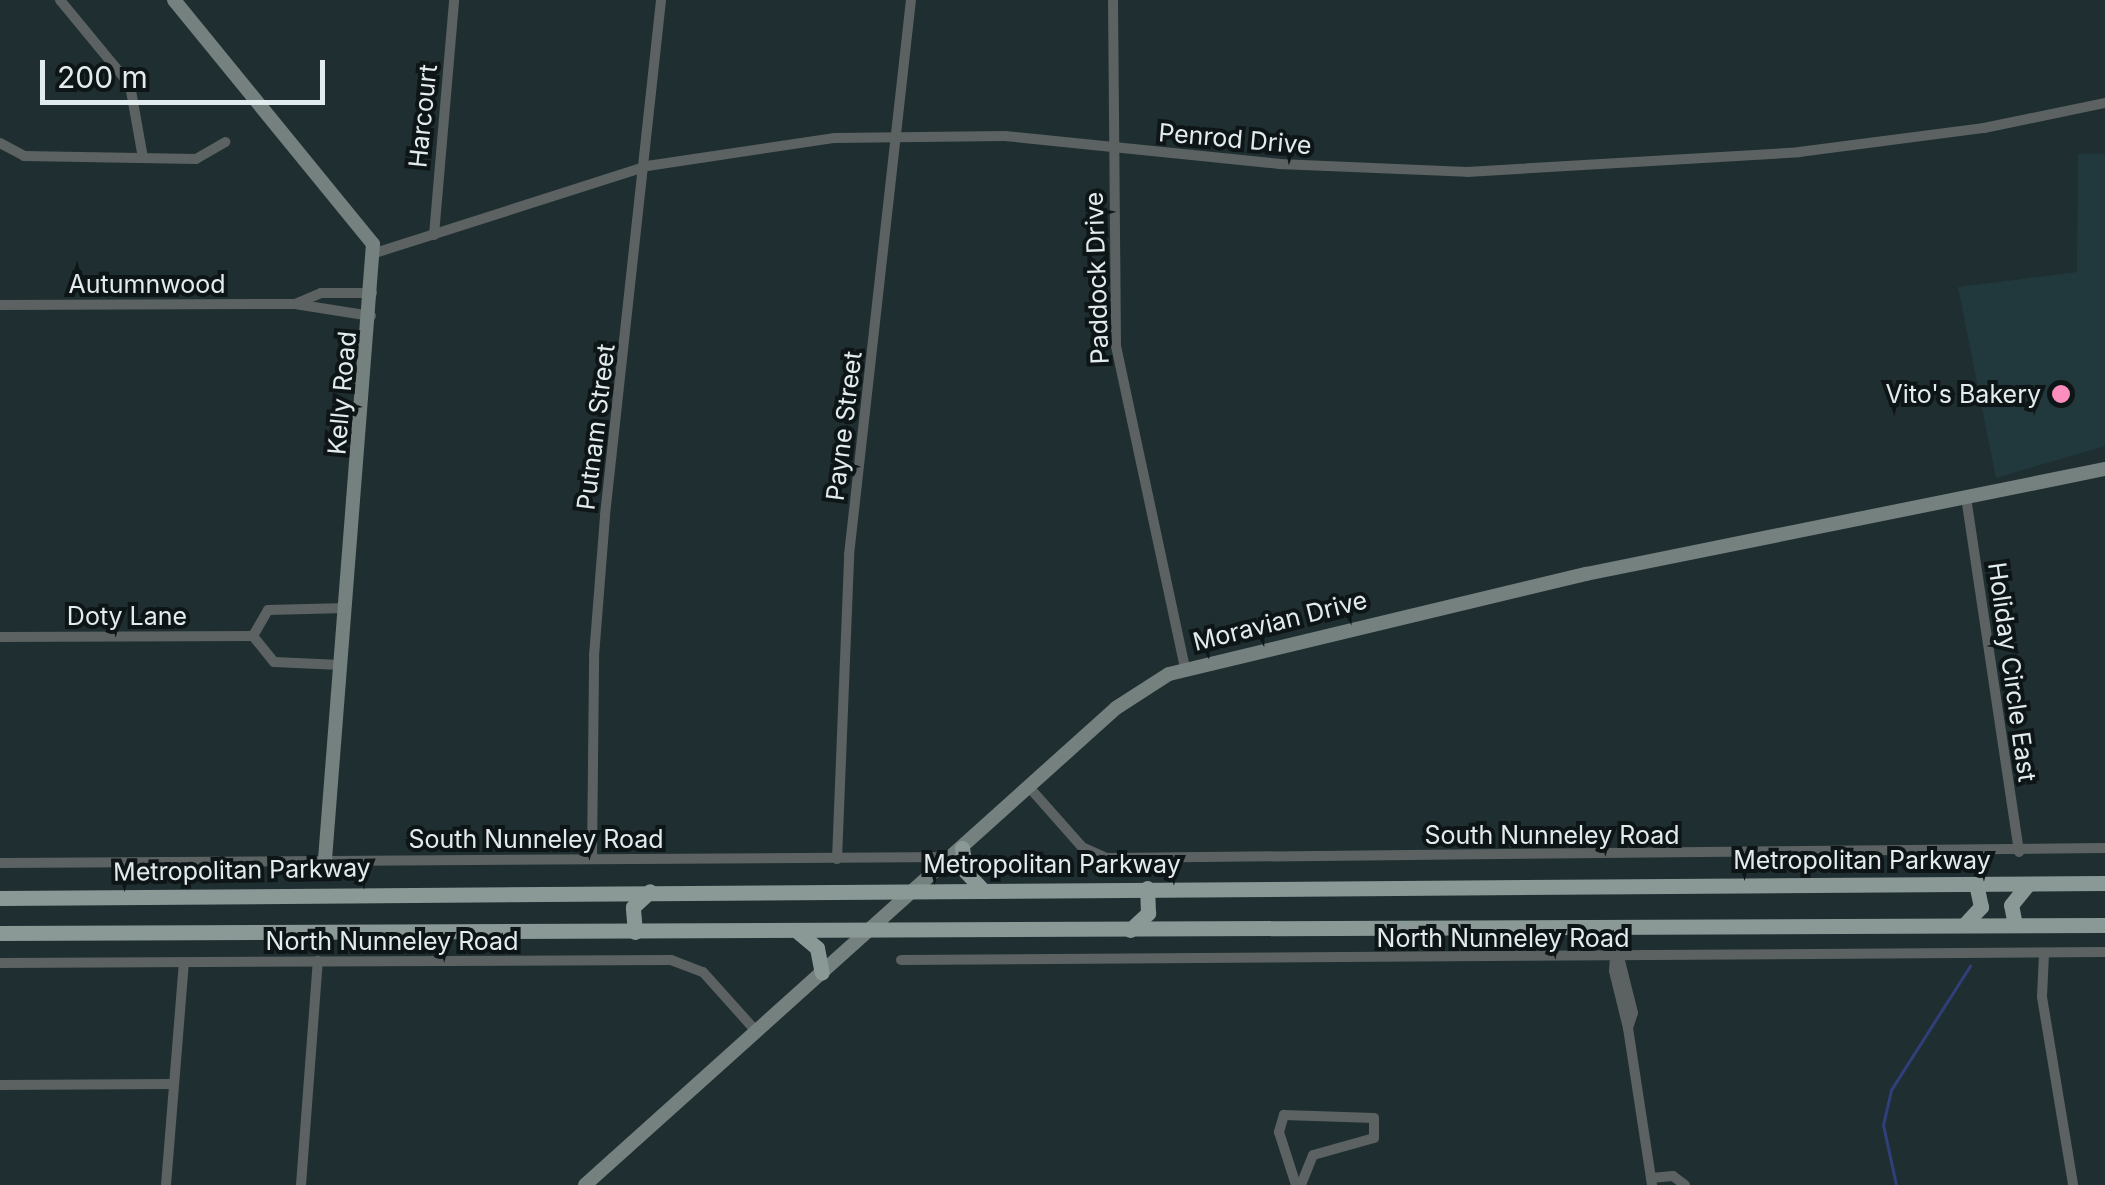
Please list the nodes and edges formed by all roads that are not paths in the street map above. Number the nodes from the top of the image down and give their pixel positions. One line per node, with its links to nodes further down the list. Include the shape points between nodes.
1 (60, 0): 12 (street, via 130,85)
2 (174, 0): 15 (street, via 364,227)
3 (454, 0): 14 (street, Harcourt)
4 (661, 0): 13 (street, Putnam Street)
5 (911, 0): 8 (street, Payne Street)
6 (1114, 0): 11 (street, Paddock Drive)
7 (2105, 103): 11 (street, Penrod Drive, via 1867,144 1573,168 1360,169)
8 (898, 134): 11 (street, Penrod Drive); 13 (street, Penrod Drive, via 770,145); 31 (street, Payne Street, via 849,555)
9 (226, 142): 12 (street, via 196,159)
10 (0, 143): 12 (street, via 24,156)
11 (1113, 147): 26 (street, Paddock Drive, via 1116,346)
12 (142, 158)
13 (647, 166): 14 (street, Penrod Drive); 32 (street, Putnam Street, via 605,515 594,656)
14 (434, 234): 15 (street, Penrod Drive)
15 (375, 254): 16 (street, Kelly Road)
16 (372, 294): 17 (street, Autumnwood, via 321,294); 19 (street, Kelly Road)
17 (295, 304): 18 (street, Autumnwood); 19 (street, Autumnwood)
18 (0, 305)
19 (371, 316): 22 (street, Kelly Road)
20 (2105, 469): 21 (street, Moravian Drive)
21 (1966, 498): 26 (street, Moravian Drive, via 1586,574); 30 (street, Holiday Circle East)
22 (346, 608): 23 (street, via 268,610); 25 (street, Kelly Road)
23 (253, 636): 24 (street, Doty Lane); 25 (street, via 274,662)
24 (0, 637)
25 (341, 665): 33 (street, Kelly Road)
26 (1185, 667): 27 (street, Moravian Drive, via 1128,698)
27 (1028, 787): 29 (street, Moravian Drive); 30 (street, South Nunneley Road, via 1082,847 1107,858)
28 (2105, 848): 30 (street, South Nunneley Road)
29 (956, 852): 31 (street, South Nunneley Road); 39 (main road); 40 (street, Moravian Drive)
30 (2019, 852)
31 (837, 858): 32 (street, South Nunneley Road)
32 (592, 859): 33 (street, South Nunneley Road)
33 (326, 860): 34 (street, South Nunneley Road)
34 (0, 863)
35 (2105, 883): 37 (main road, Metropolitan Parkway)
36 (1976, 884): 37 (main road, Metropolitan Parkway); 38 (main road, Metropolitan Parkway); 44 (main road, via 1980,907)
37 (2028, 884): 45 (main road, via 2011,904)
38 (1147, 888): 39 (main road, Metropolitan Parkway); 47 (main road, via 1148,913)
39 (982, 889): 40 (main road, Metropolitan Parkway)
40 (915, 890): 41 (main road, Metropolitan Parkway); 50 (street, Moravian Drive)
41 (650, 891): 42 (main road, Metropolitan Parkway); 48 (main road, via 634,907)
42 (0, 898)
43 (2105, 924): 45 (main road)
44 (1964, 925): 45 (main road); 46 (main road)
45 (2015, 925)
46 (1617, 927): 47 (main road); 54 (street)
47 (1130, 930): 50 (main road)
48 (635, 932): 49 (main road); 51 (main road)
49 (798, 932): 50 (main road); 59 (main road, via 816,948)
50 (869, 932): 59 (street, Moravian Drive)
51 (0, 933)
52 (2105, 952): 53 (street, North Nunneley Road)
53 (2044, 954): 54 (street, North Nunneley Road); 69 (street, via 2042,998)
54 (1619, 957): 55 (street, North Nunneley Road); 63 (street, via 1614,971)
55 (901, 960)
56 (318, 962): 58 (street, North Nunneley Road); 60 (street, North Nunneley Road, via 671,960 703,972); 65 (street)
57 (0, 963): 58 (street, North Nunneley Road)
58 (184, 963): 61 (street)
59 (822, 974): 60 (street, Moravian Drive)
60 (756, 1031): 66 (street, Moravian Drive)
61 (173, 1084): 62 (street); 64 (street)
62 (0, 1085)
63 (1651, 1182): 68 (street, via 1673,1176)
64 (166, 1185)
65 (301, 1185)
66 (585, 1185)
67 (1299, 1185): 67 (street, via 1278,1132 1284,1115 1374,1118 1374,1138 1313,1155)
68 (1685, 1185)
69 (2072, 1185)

********

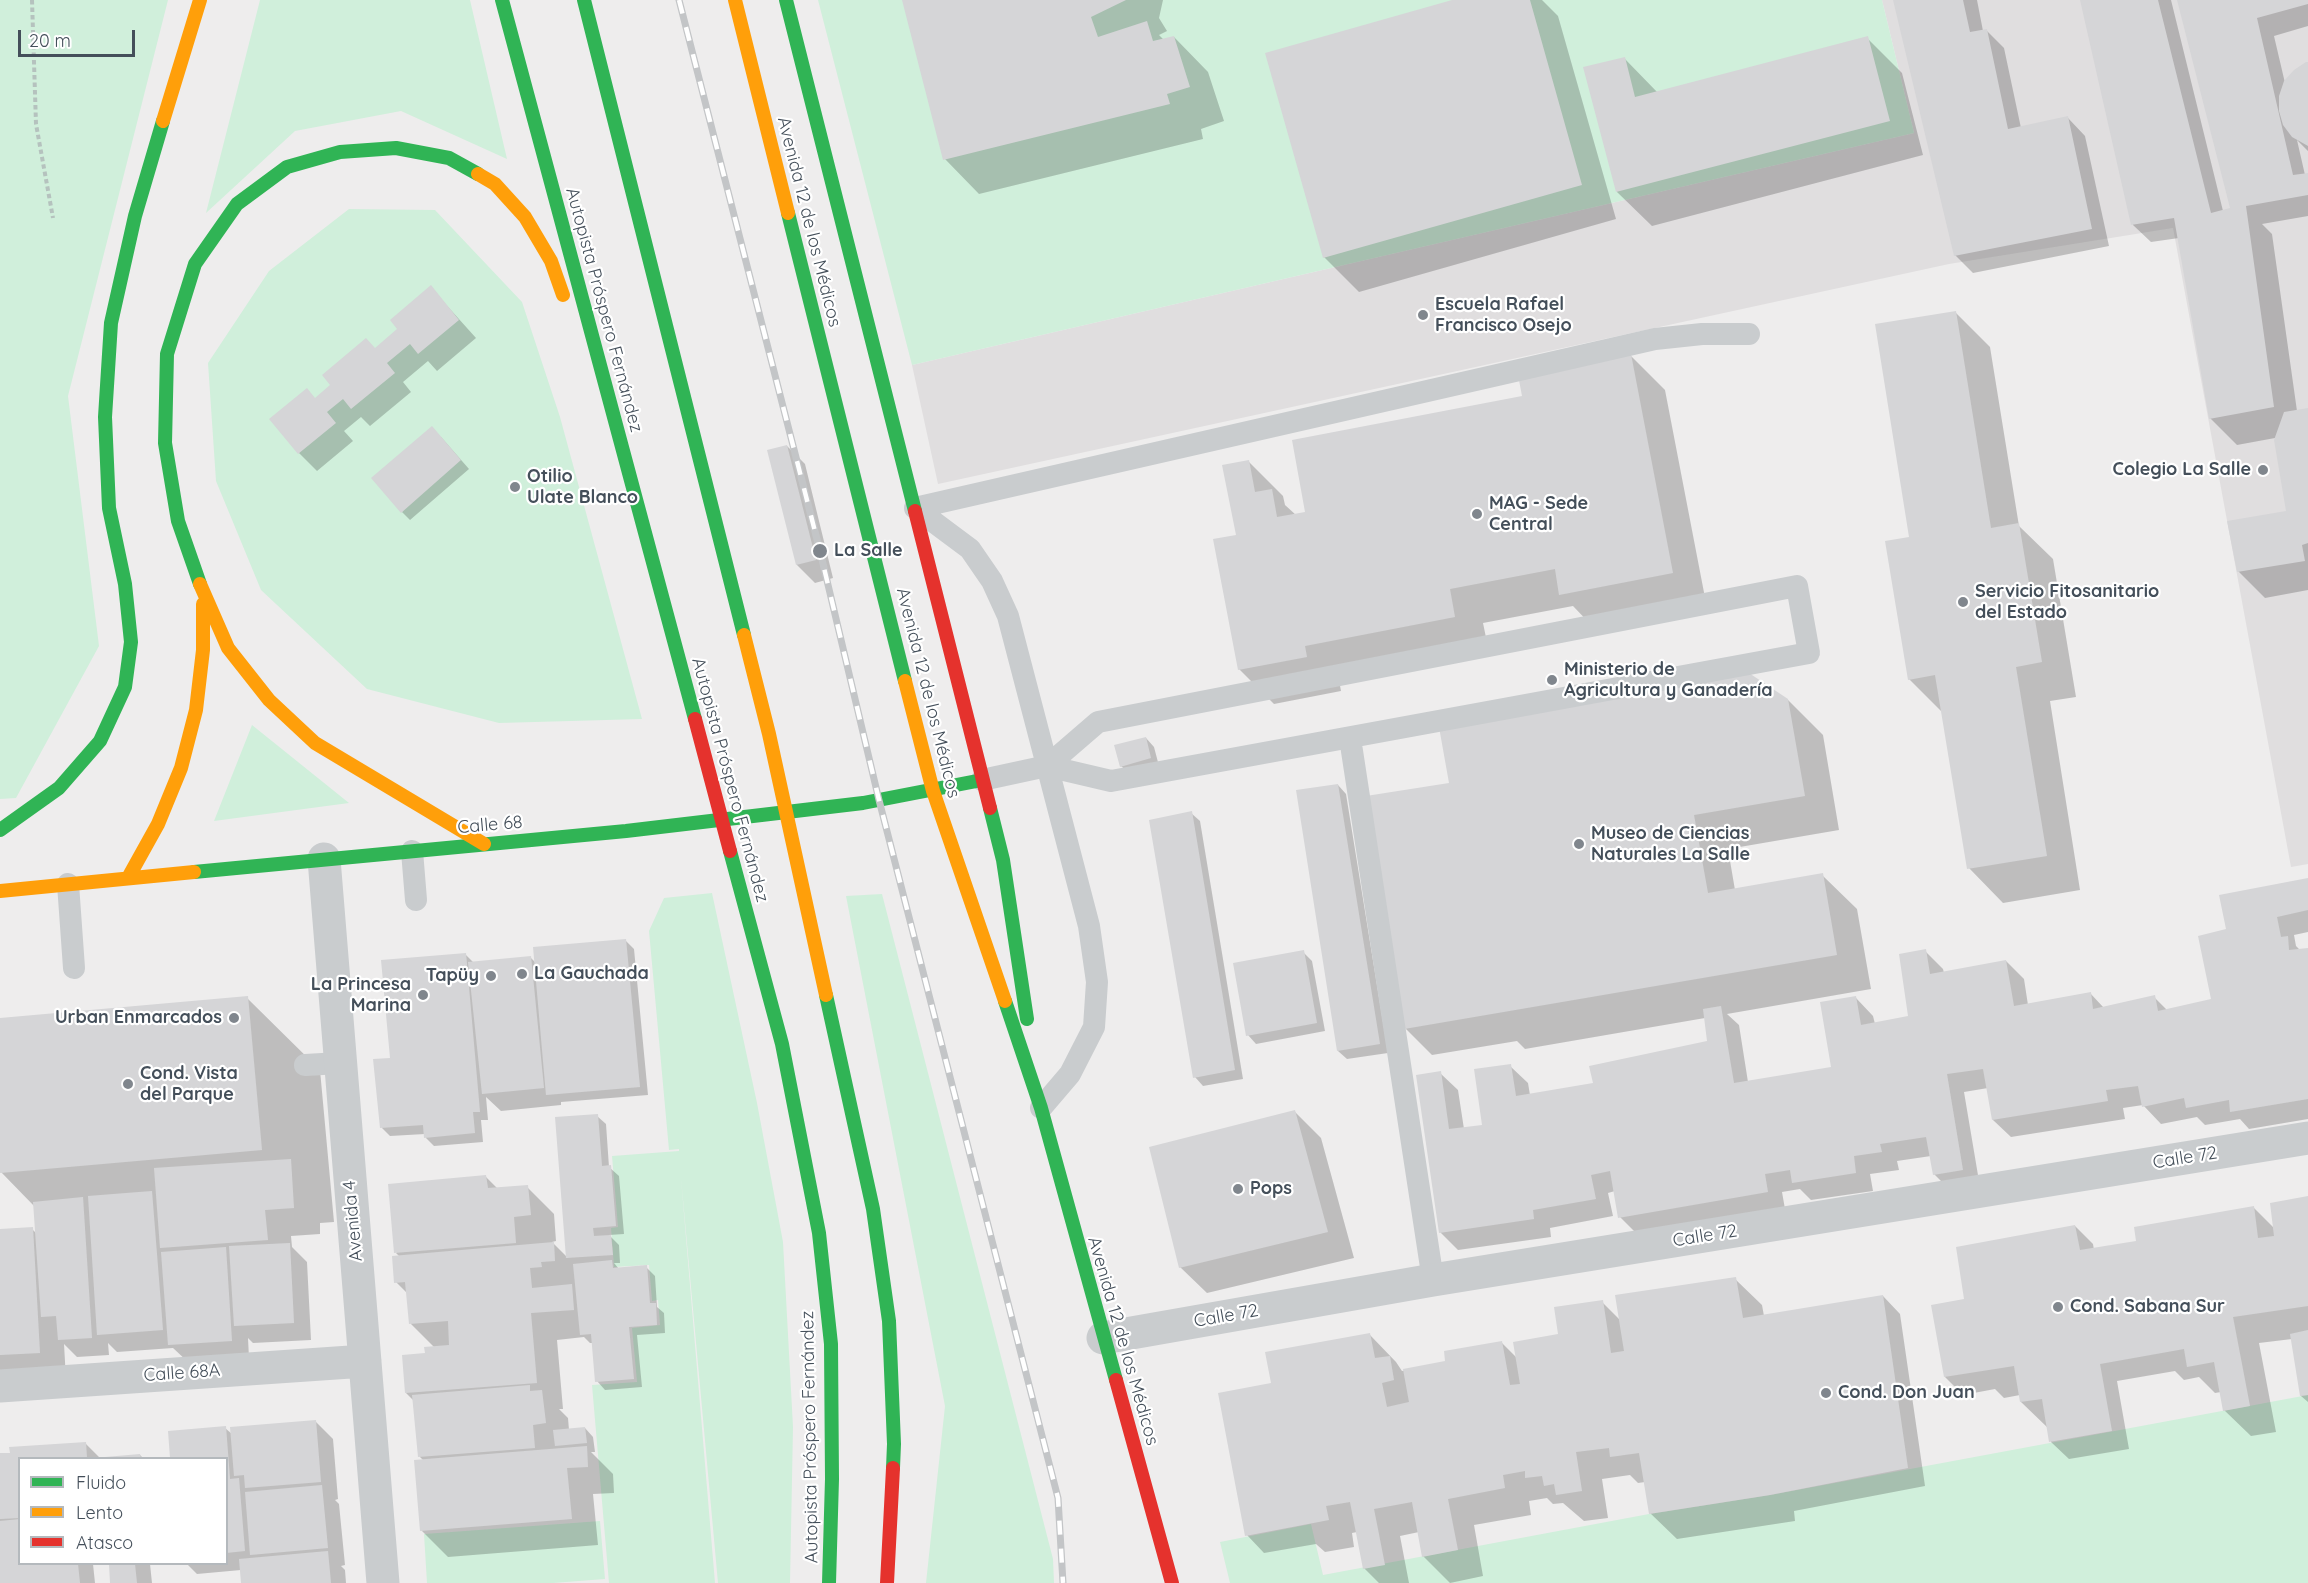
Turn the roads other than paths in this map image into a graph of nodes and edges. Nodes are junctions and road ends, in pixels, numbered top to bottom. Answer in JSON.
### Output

********

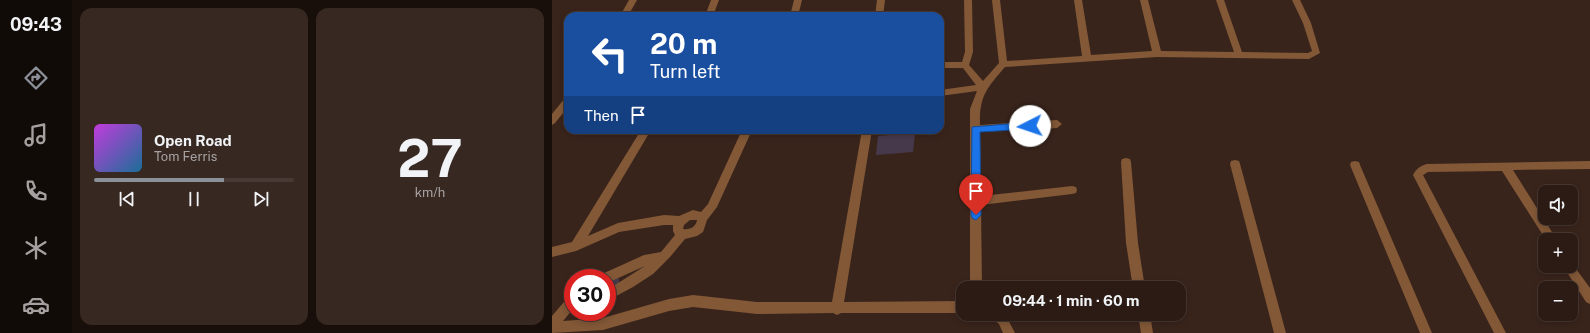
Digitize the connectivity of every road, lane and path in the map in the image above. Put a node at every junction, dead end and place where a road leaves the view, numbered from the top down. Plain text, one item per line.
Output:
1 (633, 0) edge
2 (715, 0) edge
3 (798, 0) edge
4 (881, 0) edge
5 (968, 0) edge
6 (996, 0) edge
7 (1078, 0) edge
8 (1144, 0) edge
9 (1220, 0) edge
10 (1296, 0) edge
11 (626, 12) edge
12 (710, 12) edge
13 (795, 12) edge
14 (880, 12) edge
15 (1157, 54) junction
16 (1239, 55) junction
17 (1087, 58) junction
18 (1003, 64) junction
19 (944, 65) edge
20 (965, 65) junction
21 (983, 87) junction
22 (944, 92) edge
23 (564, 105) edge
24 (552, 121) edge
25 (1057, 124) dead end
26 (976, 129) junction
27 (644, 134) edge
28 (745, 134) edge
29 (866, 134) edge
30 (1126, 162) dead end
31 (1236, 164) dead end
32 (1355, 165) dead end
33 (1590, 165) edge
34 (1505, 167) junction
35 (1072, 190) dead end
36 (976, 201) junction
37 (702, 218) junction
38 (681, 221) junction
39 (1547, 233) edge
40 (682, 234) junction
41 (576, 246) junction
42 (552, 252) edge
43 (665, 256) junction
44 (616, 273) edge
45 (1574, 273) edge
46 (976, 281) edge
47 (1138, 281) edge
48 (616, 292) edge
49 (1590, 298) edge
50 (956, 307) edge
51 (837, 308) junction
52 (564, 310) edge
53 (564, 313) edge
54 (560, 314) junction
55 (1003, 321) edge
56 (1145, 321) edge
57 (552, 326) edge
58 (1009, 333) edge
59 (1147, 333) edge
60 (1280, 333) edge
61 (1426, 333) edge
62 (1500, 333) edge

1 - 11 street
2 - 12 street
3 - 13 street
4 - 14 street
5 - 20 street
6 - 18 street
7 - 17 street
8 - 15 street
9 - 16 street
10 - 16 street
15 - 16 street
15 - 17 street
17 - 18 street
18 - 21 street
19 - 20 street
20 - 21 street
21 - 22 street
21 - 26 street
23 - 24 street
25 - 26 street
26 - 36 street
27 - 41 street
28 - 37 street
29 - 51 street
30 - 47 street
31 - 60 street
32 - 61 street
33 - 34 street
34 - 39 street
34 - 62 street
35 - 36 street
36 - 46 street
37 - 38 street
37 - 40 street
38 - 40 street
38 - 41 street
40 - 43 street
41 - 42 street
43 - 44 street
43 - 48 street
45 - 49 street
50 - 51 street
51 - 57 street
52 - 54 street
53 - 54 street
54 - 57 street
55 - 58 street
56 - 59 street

********

Report the count of lines in the entries that contain "numbered". Nothing else should be given.

_EXERCISE RESULT:_
2